The journalists, a Scripps News Investigation team, were researching Lifeline – a US federal program that provides a subsidized phone service for low-income families. During their research, “A simple online search into TerraCom yielded a Lifeline application that had been filled out and was posted on a site operated by Call Centers India Inc., under contract for TerraCom and YourTel,” reports the Scripps Howard News Service. Subsequent investigation discovered more than 170,000 records “listing sensitive information such as Social Security numbers, home addresses and financial accounts of customers and applicants of Lifeline.”

The journalists notified Dale Schmick, COO for both TerraCom and YourTel; and within hours the records were secured. However, the EW Scripps Company later received a letter from Jonathan D Lee, counsel for both TerraCom and YourTel, labeling the journalists ‘hackers’, and accusing them of having “engaged in numerous violations of the Computer Fraud and Abuse Act.” It appears from the letter that the telecoms companies are attempting to minimize the cost of formal breach notification measures, and have chosen the Computer Fraud and Abuse Act as a means of forcing the journalists, labeled as hackers under the Act, to fully disclose every detail they have. Lee warns that “civil litigation is highly likely”; but if he can force full disclosure proving that the ‘breach’ was purely journalistic, then breach notifications may not be necessary, and costs saved.

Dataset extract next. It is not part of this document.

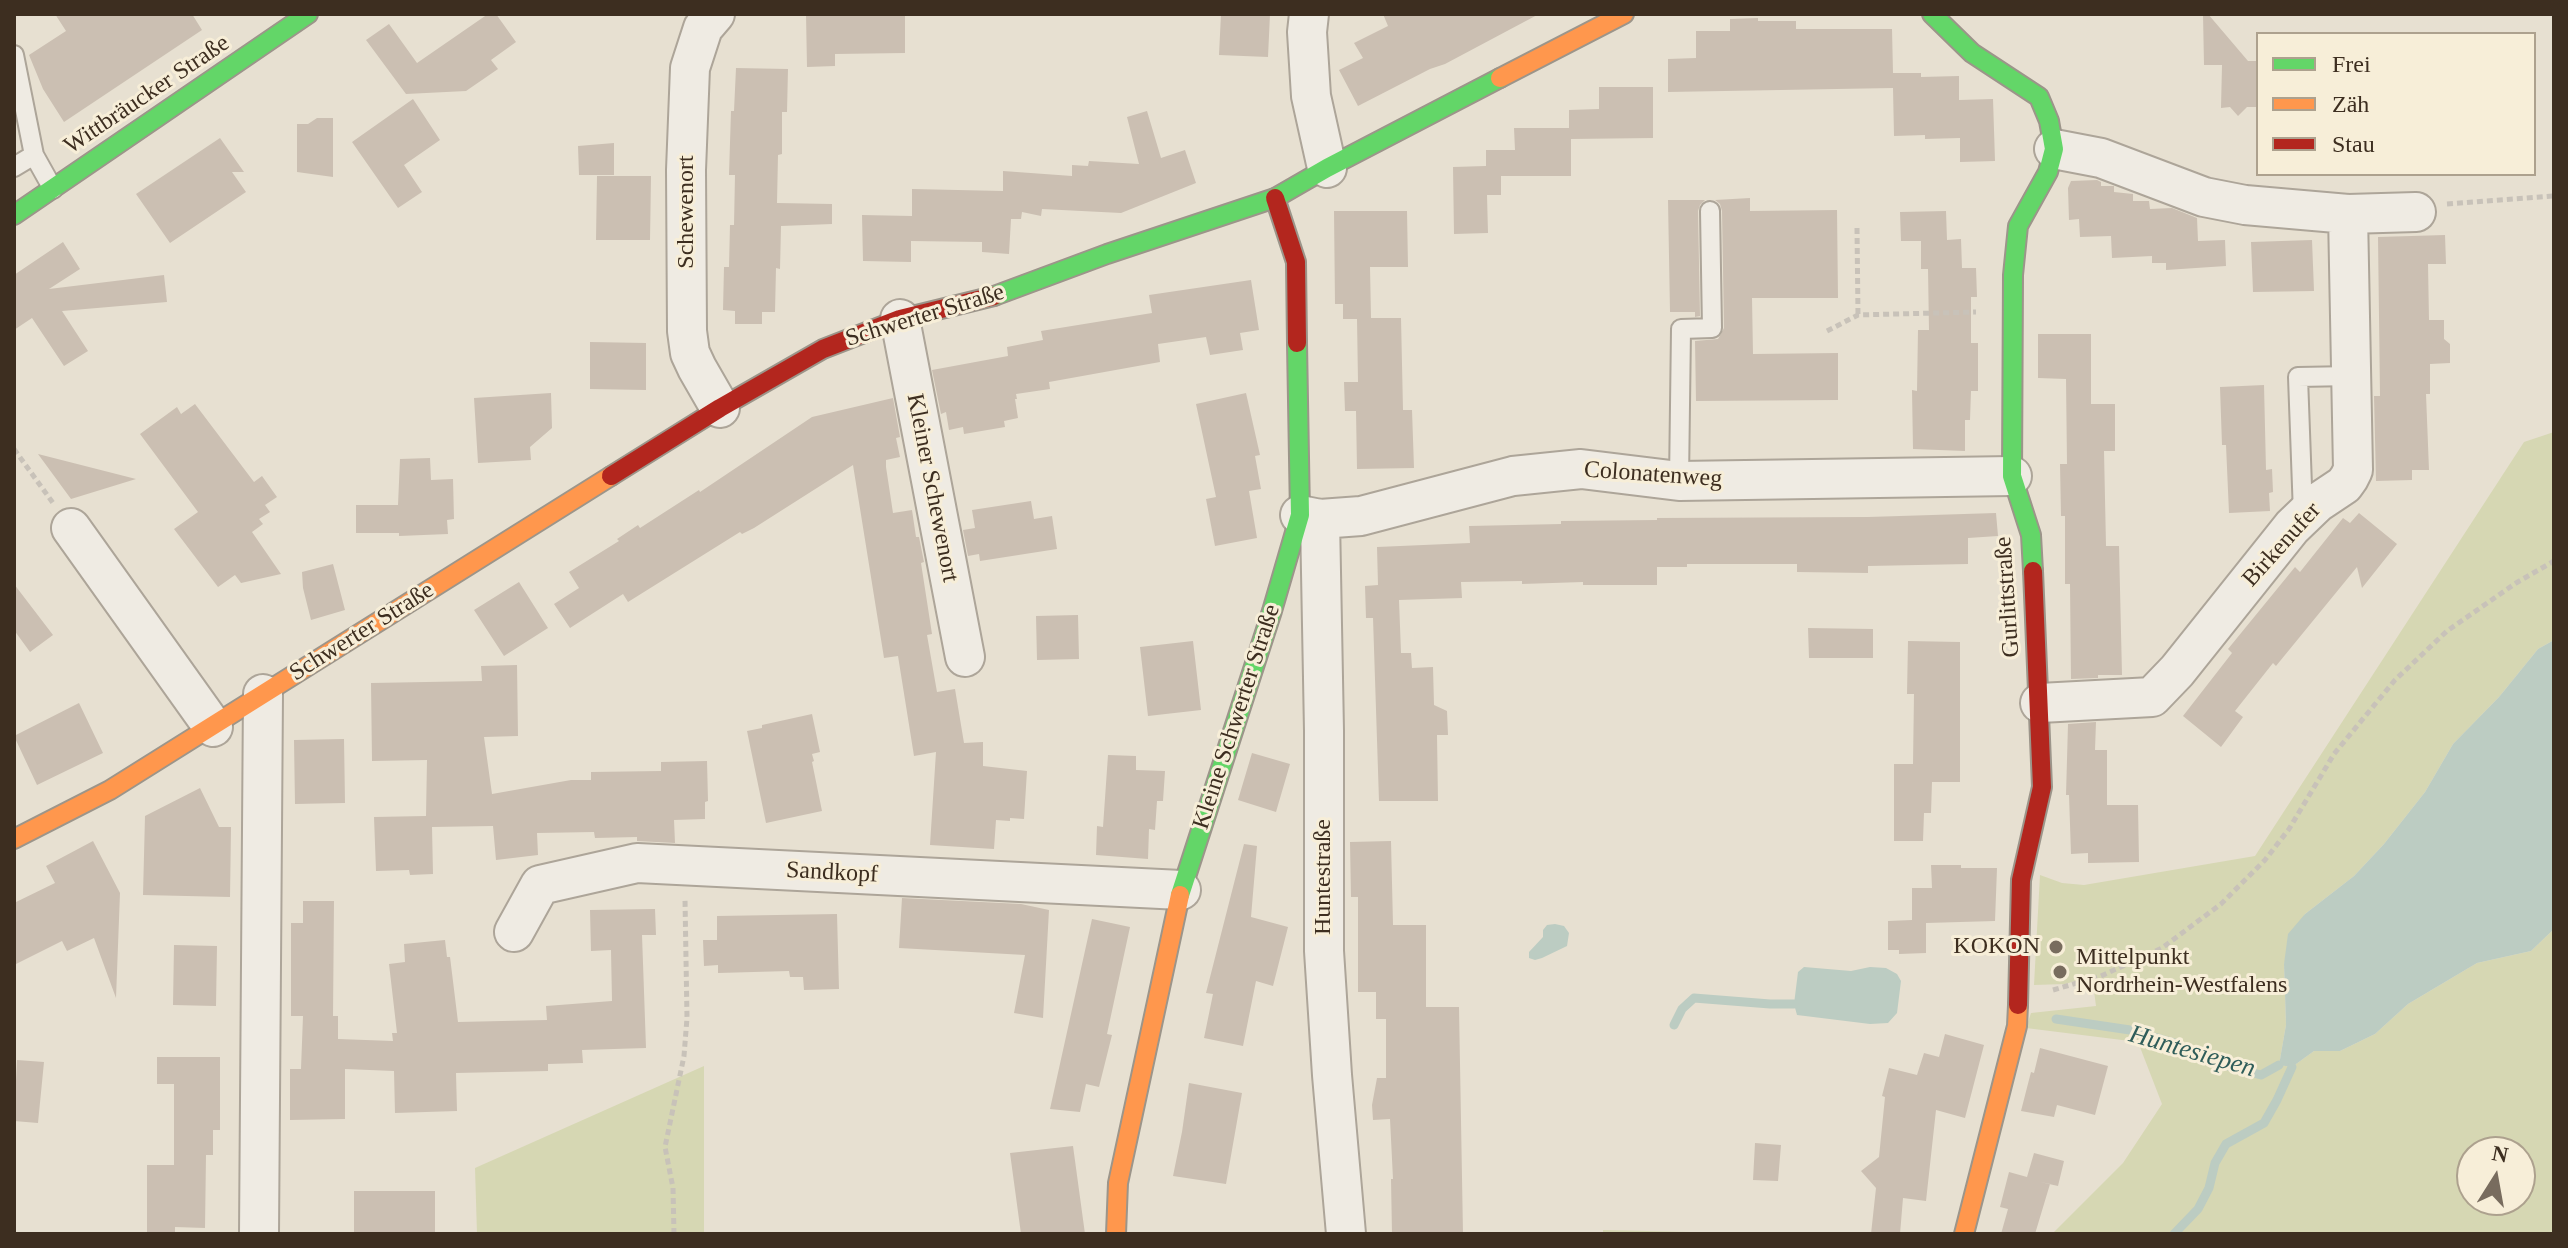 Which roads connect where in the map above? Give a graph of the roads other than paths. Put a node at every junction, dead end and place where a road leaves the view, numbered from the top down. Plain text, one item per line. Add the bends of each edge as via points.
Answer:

Meanwhile, a carefully worded posting appeared on the TerraCom website. “TerraCom, Inc.,” it said, “was recently the victim of a security breach that resulted in unauthorized access to some applicant's personal data stored on our computer servers.” For most people it is a stretch to define Google searching as hacking, but the journalists’ subsequent use of Wget (an open source batch downloading tool) to retrieve the records technically takes the process into murkier waters – and certainly within the scope of the Computer Fraud and Abuse Act.

It was this Act that was used against Andrew Auernheimer (weev – currently in prison after conviction) who used an automated tool to get AT&T’s website to deliver the email addresses for AT&T customers. The issue is what constitutes ‘unauthorized access’ under the Act. “Hell,” said Auernheimer at the time, “if scraping data from a public webserver becomes criminal, virtually all of the content that appears on Google News or Google Blogsearch is going to send someone to jail.”

But if Auernheimer could successfully be prosecuted for using his own automated script, then the prognosis for the Wget-using Scripps journalist/hackers is not good if Lee’s implied threat of prosecution under the Computer Fraud and Abuse Act actually comes to fruition.